The scene switches to Val who apparently quits a funny (?) shoot of a commercial in frozen Canada. He returns to Manhattan and has a funny session with his agent Hal. The latter is played by director Mark Rydell. Arguably, he gives "Hollywood Ending"'s best performance, along with Tea Leoni's. His lines, while relatively few are some of the best.

So we have here Val, Hal and Al. Val is cohabiting with Lori (Debra Messing) a bimbo, low-wattage actress who, convinced that Val will put her in the movie, rushes off to a fat farm, even though she's slim and nicely proportioned. Nice bit.

Cut to the chase proper. Val is professionally reunited with his ex. His detestation of Hal who "stole Ellie," his rancor at Ellie's "betrayal" are a diving-board for one-liners. May of them deal with the fact that his (Val's) modest sexuality caused the loss of Ellie to the more potent Hal. "First you exchange looks, then you exchange fluids."

Conscious of his (i.e. Woody's) propensity for the spoken word he declares that "sex is better than talk. Talk is the way of getting to sex." Those are throw-away lines which convinced me that Viagra must have contributed funds to this movie.
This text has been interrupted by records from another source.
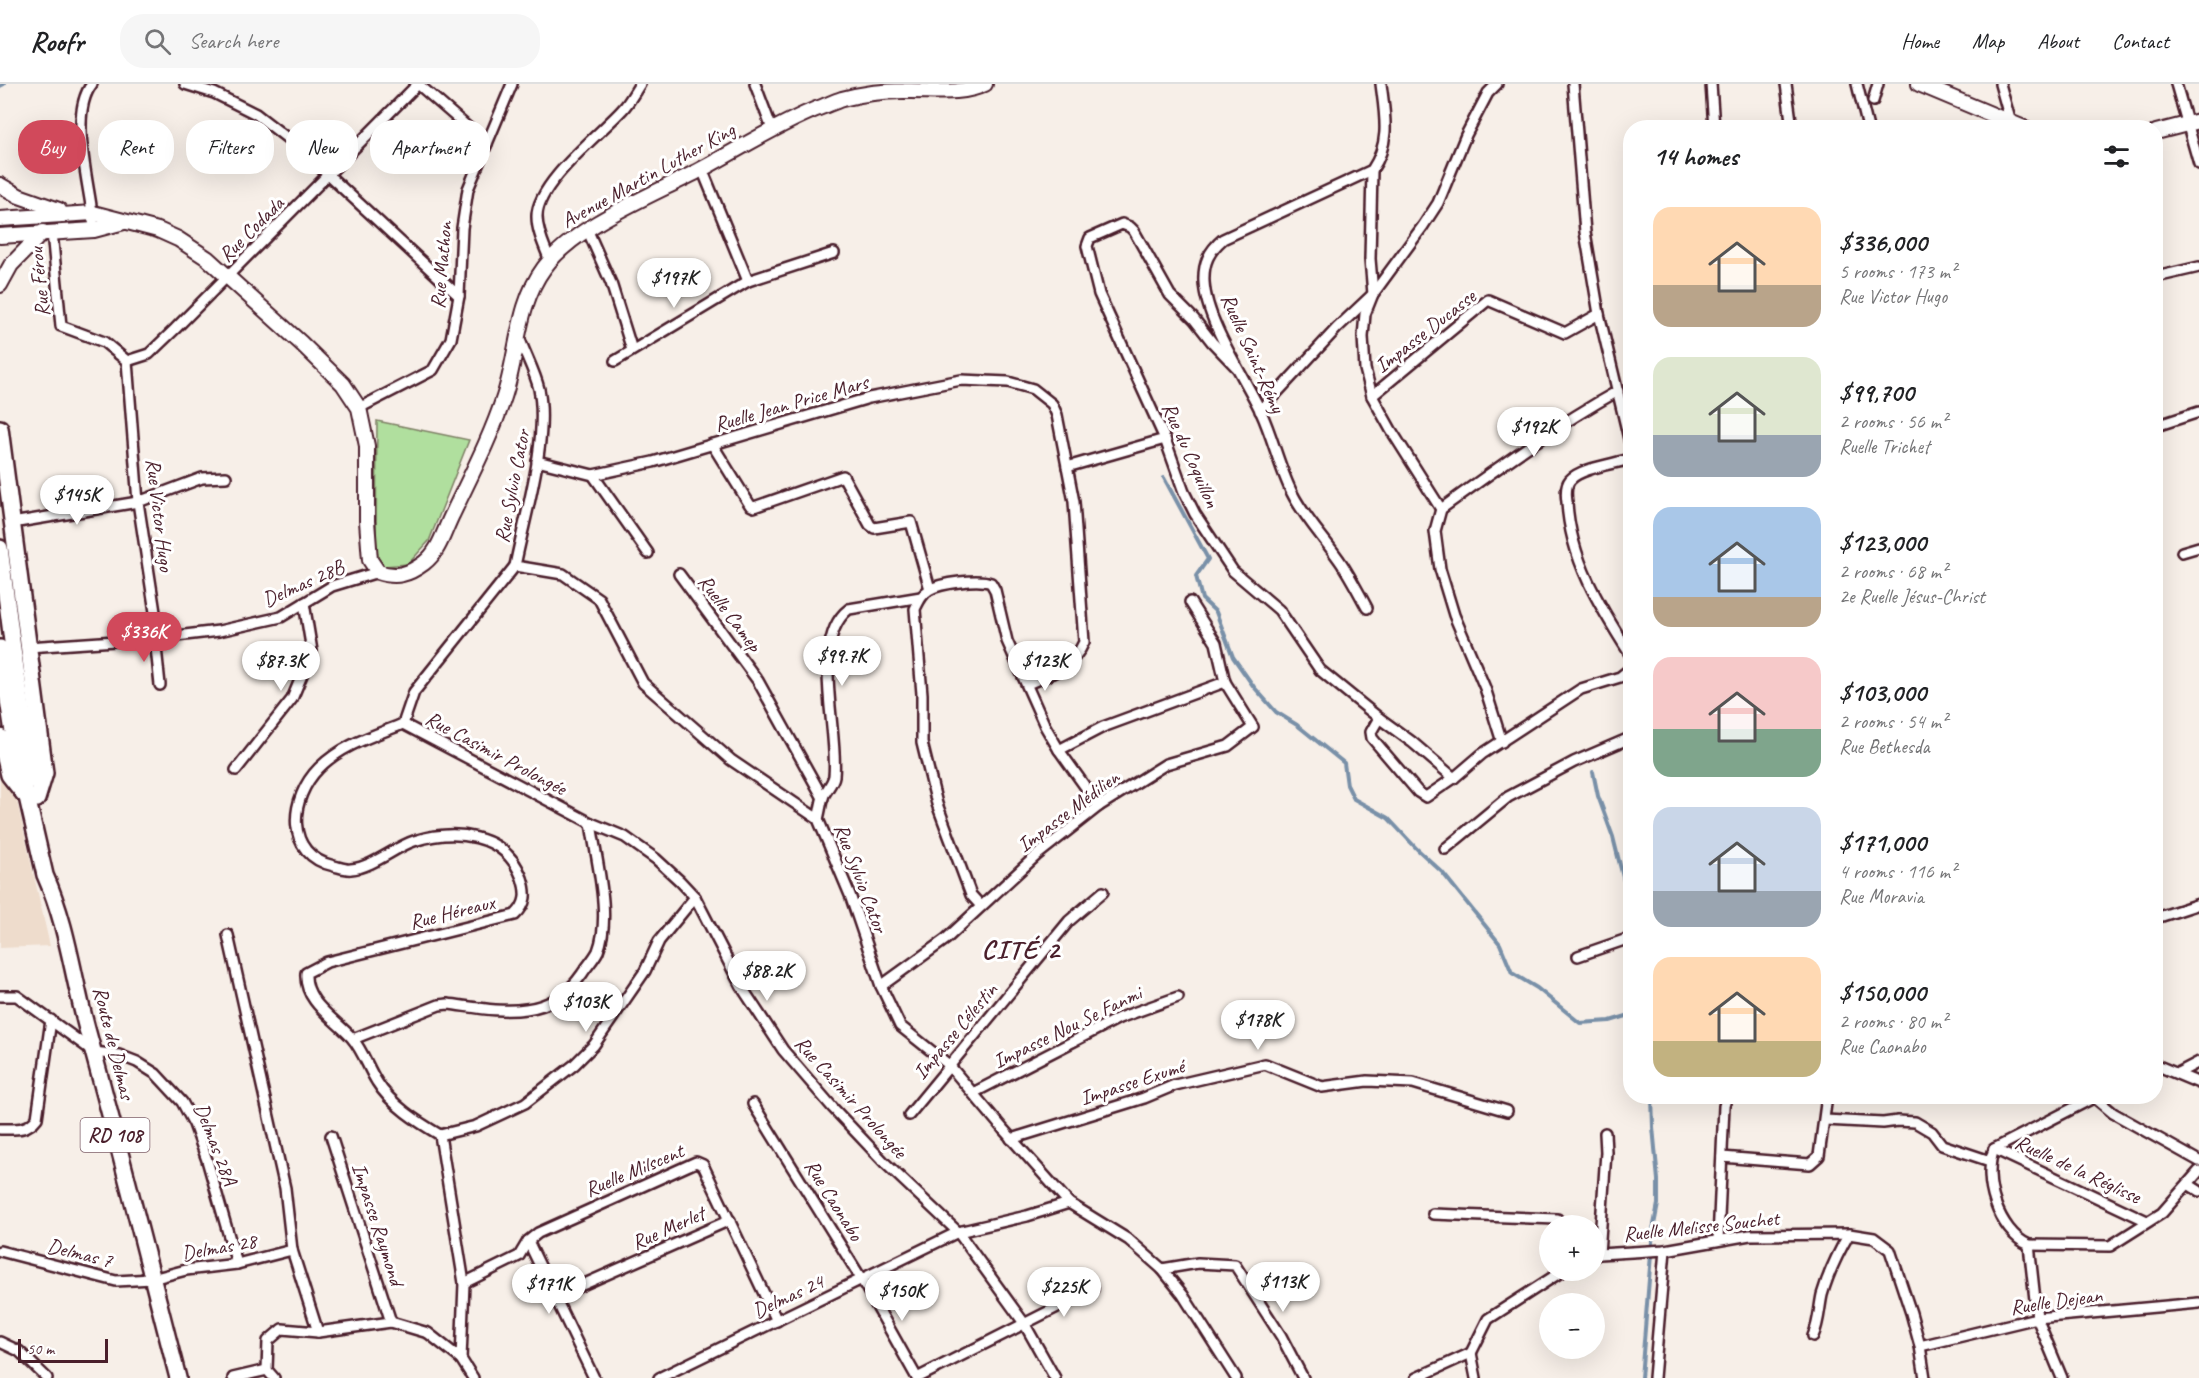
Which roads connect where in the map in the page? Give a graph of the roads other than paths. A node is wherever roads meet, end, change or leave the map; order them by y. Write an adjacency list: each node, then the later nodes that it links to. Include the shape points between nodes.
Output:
1 (92, 84): 37 (street, via 80,116)
2 (185, 84): 35 (street, via 256,114 296,145)
3 (418, 84): 21 (street); 35 (street, Rue Codada)
4 (512, 84): 30 (street, Rue Mathon)
5 (640, 84): 45 (street, via 624,108 560,172 543,195 537,215)
6 (755, 84): 28 (street)
7 (985, 84): 18 (main road, Avenue Martin Luther King, via 952,91)
8 (1382, 84): 33 (street, via 1384,148)
9 (1497, 84): 19 (street)
10 (1573, 84): 53 (street, via 1585,232)
11 (1711, 84): 22 (street)
12 (1786, 84): 23 (street)
13 (1857, 84): 24 (street)
14 (1878, 84): 20 (street)
15 (1919, 84): 25 (main road)
16 (2000, 84): 26 (street)
17 (2176, 84): 27 (street)
18 (903, 87): 28 (main road, Avenue Martin Luther King, via 841,99)
19 (1486, 88): 51 (street, via 1438,203)
20 (1873, 101)
21 (459, 120)
22 (1713, 120)
23 (1791, 120)
24 (1866, 120)
25 (2005, 120)
26 (2015, 120)
27 (2193, 123): 29 (main road); 31 (street)
28 (772, 129): 32 (main road, Avenue Martin Luther King)
29 (2163, 130)
30 (490, 137)
31 (2199, 164)
32 (702, 169): 40 (main road, Avenue Martin Luther King); 49 (street)
33 (1372, 170): 51 (street); 58 (street, Ruelle Saint-Rémy, via 1232,234 1208,255 1204,285)
34 (474, 174): 52 (street, Rue Mathon, via 462,228)
35 (328, 177): 48 (street, Rue Codada); 52 (street)
36 (0, 185): 37 (main road, via 19,196)
37 (81, 213): 38 (main road); 39 (main road); 41 (street)
38 (0, 219)
39 (126, 222): 41 (main road); 48 (main road, via 178,239)
40 (587, 229): 45 (main road, Avenue Martin Luther King); 55 (street)
41 (94, 230): 42 (main road)
42 (47, 232): 43 (main road); 50 (main road, via 11,265); 56 (street, Rue Férou, via 61,326 104,342)
43 (0, 236)
44 (834, 253): 49 (street)
45 (550, 261): 54 (main road, Avenue Martin Luther King, via 531,291)
46 (2199, 267): 47 (street)
47 (2163, 275)
48 (229, 276): 56 (street, Rue Codada, via 149,354); 61 (main road, via 343,384)
49 (748, 281): 55 (street)
50 (0, 285)
51 (1373, 294): 60 (street, via 1365,314 1363,337); 62 (street)
52 (459, 296): 61 (street, Rue Mathon, via 451,339 433,370)
53 (1599, 314): 59 (street); 60 (street, Impasse Ducasse, via 1565,333 1488,300)
54 (519, 337): 69 (street, Rue Sylvio Cator, via 539,388 542,424); 82 (main road, Avenue Martin Luther King, via 505,396 480,460 435,552 404,574 393,577)
55 (632, 350): 57 (street)
56 (127, 361): 74 (street, Rue Victor Hugo)
57 (615, 361)
58 (1236, 368): 62 (street, Ruelle Saint-Rémy); 67 (street, Rue du Coquillon, via 1170,295 1130,227 1122,224 1090,238 1087,246 1099,294)
59 (1618, 392): 64 (street); 75 (street, via 1531,443)
60 (1372, 396): 75 (street)
61 (359, 408): 82 (main road, via 367,446 370,560)
62 (1260, 411): 88 (street, Ruelle Saint-Rémy, via 1292,493)
63 (2199, 412): 65 (street)
64 (1623, 413)
65 (2163, 424)
66 (0, 428): 76 (main road)
67 (1165, 439): 71 (street); 97 (street, Rue du Coquillon, via 1195,514 1233,571 1279,610 1320,670)
68 (712, 444): 71 (street, Ruelle Jean Price Mars, via 869,398 961,380 1008,382 1033,389 1052,404); 72 (street, Ruelle Jean Price Mars); 84 (street, via 754,507 843,476 874,528 911,522)
69 (537, 461): 72 (street, Ruelle Jean Price Mars); 81 (street, Rue Sylvio Cator)
70 (1623, 461): 90 (street, via 1576,474 1568,482 1566,492 1574,547 1588,583)
71 (1067, 467): 95 (street, via 1074,502 1084,642 1067,664)
72 (593, 475): 80 (street)
73 (226, 477): 74 (street, via 202,478)
74 (138, 502): 76 (street); 89 (street, Rue Victor Hugo)
75 (1441, 509): 101 (street, via 1435,531 1440,569)
76 (12, 523): 91 (main road)
77 (2199, 547): 79 (street)
78 (0, 548): 106 (main road, Route de Delmas / RD 108)
79 (2182, 552)
80 (648, 553)
81 (515, 566): 98 (street, via 414,692); 108 (street, Rue Sylvio Cator, via 563,574 598,600 643,683 731,760)
82 (378, 572): 87 (street, Delmas 28B, via 332,586)
83 (679, 574): 105 (street, Ruelle Camep, via 758,681)
84 (930, 589): 85 (street); 95 (street, via 983,580 991,583 1007,640)
85 (921, 597): 105 (street, via 849,609 835,627 826,666 834,778); 114 (street, via 915,609 922,743 937,804 971,895)
86 (1190, 602): 94 (street, via 1216,643)
87 (304, 603): 89 (street, Delmas 28B, via 281,617 219,631); 103 (street, via 312,651 304,671 292,699)
88 (1368, 608)
89 (157, 638): 91 (street, Delmas 28B); 96 (street, Rue Victor Hugo)
90 (1623, 642)
91 (28, 647): 106 (main road, via 45,773)
92 (0, 648): 106 (main road, Route de Delmas / RD 108, via 15,745)
93 (1623, 675): 101 (street, via 1581,689)
94 (1225, 682): 102 (street, via 1103,728); 107 (street, Impasse Médilien, via 1253,727 1228,746 1166,764)
95 (1027, 684): 102 (street)
96 (160, 685)
97 (1379, 718): 104 (street, Rue du Coquillon); 104 (street, via 1372,738 1421,795 1429,796)
98 (403, 724): 109 (street, Rue Casimir Prolongée); 123 (street, Rue Héreaux, via 342,749 318,770 302,793 295,819 303,847 321,863 351,870 412,842 460,833 483,838 505,853 520,873 525,899 515,915 327,962 306,973 311,996)
99 (0, 741): 106 (main road, via 9,775)
100 (1623, 741): 110 (street, via 1508,797)
101 (1502, 742): 104 (street)
102 (1059, 750): 107 (street)
103 (236, 770)
104 (1454, 778)
105 (823, 798): 108 (street)
106 (32, 800): 124 (main road, Route de Delmas / RD 108)
107 (1099, 806): 114 (street, Impasse Médilien)
108 (818, 819): 119 (street, Rue Sylvio Cator, via 850,895)
109 (591, 823): 112 (street, Rue Casimir Prolongée, via 625,837 656,859); 123 (street, via 603,931 597,952 573,987 552,1002 526,1010 439,1005)
110 (1445, 849)
111 (1103, 892): 126 (street, Impasse Célestin, via 1068,921)
112 (696, 897): 141 (street, via 658,941 645,971 594,1045 574,1065 525,1103 476,1126); 157 (street, Rue Casimir Prolongée, via 741,986 783,1050 885,1163)
113 (2199, 904): 115 (street)
114 (981, 906): 119 (street, Impasse Médilien, via 946,939)
115 (2163, 916)
116 (228, 935): 162 (street, via 285,1188)
117 (1623, 940): 118 (street)
118 (1578, 956)
119 (881, 986): 126 (street, Rue Sylvio Cator, via 900,1026)
120 (0, 996): 122 (street, via 17,996)
121 (1178, 997): 130 (street, Impasse Nou Se Fanmi, via 1119,1018)
122 (51, 1020): 124 (street); 139 (street, via 37,1118 24,1129)
123 (352, 1039): 141 (street, Rue Héreaux, via 378,1084 409,1117)
124 (94, 1052): 166 (street, Delmas 28A, via 137,1062 156,1074 182,1102 207,1160); 168 (main road, Route de Delmas / RD 108)
125 (2199, 1062): 128 (street)
126 (949, 1065): 130 (street, Rue Sylvio Cator); 137 (street, Impasse Célestin)
127 (2163, 1067): 128 (street)
128 (2178, 1072): 129 (street)
129 (2199, 1083)
130 (973, 1093): 143 (street, Rue Sylvio Cator)
131 (753, 1104): 169 (street, Rue Caonabo)
132 (1725, 1104): 145 (street)
133 (1826, 1104): 138 (street)
134 (2082, 1104): 144 (street)
135 (2103, 1104): 147 (street)
136 (1508, 1112): 143 (street, Impasse Exumé, via 1413,1083 1367,1081 1322,1087 1265,1064 1175,1085)
137 (909, 1115)
138 (1825, 1120): 145 (street, via 1819,1156 1810,1164); 146 (street, via 1915,1122 1942,1144)
139 (0, 1129)
140 (1605, 1132): 153 (street)
141 (440, 1135): 171 (street)
142 (331, 1136): 177 (street, Impasse Raymond)
143 (1011, 1139): 151 (street, Rue Sylvio Cator)
144 (1994, 1149): 146 (street); 156 (street, Ruelle de la Réglisse)
145 (1722, 1157): 159 (street)
146 (1989, 1161): 161 (street, via 1992,1191 2002,1219 2018,1240)
147 (2199, 1161)
148 (2199, 1171): 149 (street)
149 (2188, 1184): 150 (street); 156 (street, via 2162,1213)
150 (2199, 1191)
151 (1069, 1203): 157 (street, Delmas 24); 167 (street, Rue Sylvio Cator, via 1129,1240)
152 (1433, 1214): 154 (street)
153 (1600, 1215)
154 (1539, 1218)
155 (730, 1220): 160 (street, Ruelle Milscent, via 703,1165 696,1162); 173 (street, Rue Merlet); 176 (street, Ruelle Milscent)
156 (2147, 1221): 161 (street, via 2110,1246)
157 (958, 1233): 169 (street, Delmas 24); 178 (street, Rue Casimir Prolongée)
158 (1849, 1234): 159 (street, Ruelle Melisse Souchet, via 1750,1235); 180 (street, via 1822,1296); 182 (street, Ruelle Melisse Souchet, via 1874,1238 1890,1250)
159 (1718, 1240): 163 (street, Ruelle Melisse Souchet)
160 (528, 1241): 171 (street, Ruelle Milscent, via 519,1256); 173 (street)
161 (2029, 1245): 175 (street)
162 (292, 1250): 166 (street, Delmas 28); 179 (street)
163 (1661, 1250): 165 (street, Ruelle Melisse Souchet); 199 (street)
164 (0, 1251): 168 (street, Delmas 7, via 116,1281)
165 (1605, 1254)
166 (237, 1264): 168 (street, Delmas 28, via 186,1270)
167 (1162, 1269): 195 (street, Rue Sylvio Cator); 196 (street, via 1198,1263 1235,1265)
168 (153, 1279): 187 (main road, Route de Delmas / RD 108)
169 (862, 1280): 176 (street, Delmas 24); 193 (street, Rue Caonabo)
170 (1547, 1281): 183 (street, via 1488,1319)
171 (464, 1283): 184 (street)
172 (1093, 1289): 178 (street)
173 (555, 1297): 191 (street)
174 (2199, 1303): 175 (street, Ruelle Dejean)
175 (2037, 1318): 182 (street, Ruelle Dejean); 201 (street)
176 (777, 1321): 192 (street, Delmas 24)
177 (391, 1322): 179 (street); 184 (street, via 428,1333)
178 (1024, 1323): 193 (street); 194 (street, Rue Casimir Prolongée)
179 (318, 1332): 185 (street, via 282,1329 268,1341)
180 (1813, 1336)
181 (0, 1342): 186 (street, via 19,1351)
182 (1920, 1346): 200 (street, Ruelle Melisse Souchet)
183 (1471, 1353): 197 (street); 198 (street)
184 (461, 1359): 190 (street)
185 (267, 1370): 188 (street); 189 (street)
186 (46, 1378)
187 (178, 1378)
188 (233, 1378)
189 (274, 1378)
190 (473, 1378)
191 (594, 1378)
192 (659, 1378)
193 (917, 1378)
194 (1055, 1378)
195 (1236, 1378)
196 (1303, 1378)
197 (1416, 1378)
198 (1476, 1378)
199 (1654, 1378)
200 (1925, 1378)
201 (2062, 1378)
One of Val's conditions is that he wants an European cinematographer because foreigners create richer atmospheres. Indeed, the director of photography chosen for "Hollywood Ending" is Wedigo Von Schultzendorff, an unknown German who must have the longest name among camera people. His work is good. So is the production designer's. The excellent Santo Loquasto had been the costume designer for Allen's "Midsummer Night's Comedy" and "Zelig." He then became the production designer for every single Woody movie ( 23 in all) since 1987.
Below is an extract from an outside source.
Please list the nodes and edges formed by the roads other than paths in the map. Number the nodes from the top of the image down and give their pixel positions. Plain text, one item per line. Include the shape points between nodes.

In the film-within-a film Val gets a cinematographer who is Chinese, is irascible, does not know a word of English and must have a permanent translator. He is a caricature. So is nearly everyone else., starting with Galaxie's ornamental, ill-defined, 63-year old George Hamilton whose notorious tan --the deepest on this planet-- plus his facial and body youthness are a running joke in Hollywood.

The familiar Woody signposts are all there: eternal hypochondria, manias, tics and obsessions. Among his ailments he includes elm-tree blight. Ellie assures him that only trees get it. He worries about tumors. She retorts : "You couldn't get a tumor if you tried, You're not mature enough." He also does his patented Jewish stuff, his mumbling, self-deprecation--in short, the whole Megillah.
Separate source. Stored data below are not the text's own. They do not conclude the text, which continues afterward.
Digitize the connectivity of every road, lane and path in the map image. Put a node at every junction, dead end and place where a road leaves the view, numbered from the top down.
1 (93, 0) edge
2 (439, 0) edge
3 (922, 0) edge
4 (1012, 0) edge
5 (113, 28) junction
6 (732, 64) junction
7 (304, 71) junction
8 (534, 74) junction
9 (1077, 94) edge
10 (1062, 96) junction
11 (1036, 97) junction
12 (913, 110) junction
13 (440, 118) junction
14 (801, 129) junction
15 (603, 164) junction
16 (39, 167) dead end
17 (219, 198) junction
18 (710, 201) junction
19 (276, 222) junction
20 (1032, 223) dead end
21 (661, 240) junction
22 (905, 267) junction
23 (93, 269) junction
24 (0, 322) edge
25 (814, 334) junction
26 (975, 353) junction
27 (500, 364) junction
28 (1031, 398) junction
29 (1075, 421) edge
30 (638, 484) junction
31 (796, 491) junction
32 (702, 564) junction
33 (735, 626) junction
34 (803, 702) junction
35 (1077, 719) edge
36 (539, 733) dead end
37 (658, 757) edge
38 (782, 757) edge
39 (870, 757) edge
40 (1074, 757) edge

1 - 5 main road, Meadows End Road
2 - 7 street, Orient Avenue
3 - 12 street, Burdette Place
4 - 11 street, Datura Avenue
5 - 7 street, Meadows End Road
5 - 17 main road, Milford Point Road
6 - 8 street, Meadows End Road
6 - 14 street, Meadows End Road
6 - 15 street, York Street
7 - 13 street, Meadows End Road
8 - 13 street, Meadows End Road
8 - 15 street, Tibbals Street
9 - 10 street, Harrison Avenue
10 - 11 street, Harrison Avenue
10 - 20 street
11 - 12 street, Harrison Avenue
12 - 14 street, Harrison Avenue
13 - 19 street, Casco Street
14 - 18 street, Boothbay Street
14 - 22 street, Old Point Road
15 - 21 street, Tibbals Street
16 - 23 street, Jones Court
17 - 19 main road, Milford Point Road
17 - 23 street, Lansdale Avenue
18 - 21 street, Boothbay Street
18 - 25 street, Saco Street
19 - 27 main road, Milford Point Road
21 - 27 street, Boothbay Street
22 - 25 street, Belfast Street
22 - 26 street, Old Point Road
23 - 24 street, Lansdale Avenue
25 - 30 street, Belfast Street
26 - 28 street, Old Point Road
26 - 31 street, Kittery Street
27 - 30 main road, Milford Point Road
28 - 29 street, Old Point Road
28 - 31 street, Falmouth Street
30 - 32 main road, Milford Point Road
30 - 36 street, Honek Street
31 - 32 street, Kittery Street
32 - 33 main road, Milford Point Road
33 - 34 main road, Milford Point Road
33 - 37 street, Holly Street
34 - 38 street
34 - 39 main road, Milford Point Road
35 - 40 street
Crisis after crisis culminate when Val gets psychosomatic blindness (sic.) That's the movie's main course, its "piece de resistance." With the help of others he manages to direct and edit his film while hiding his blindness. Don't ask. The episodes vary from unconvincing to fully impossible. For some obscure reason, he also gets reunited with his long estranged son, a spiky colored-haired, body-pierced, hep and hip druggie rapper or musician of sorts.

Eventually sight comes back to Val.

All that does contain its quota of entertainment, whether or not déjà vu or deja heard. But the movie does not fly too well--let alone soar. It lacks a sufficient quota of novel gags, ironies and one-liners. The bottom line is that while caricatures are no liability in films, caricatures of caricatures are.

Oddly, the most ironical and humorous bit comes at the very end. The finished film is a catastrophic mess. Preview audiences lacerate it. But then there appears a Deus ex Machina in the shape of reviews from France that praise it to the skies as something new and avant-garde.. Of course, the French always know best. So guess to which European capital Val and Ellie, together again for the first time, fly to make a movie there?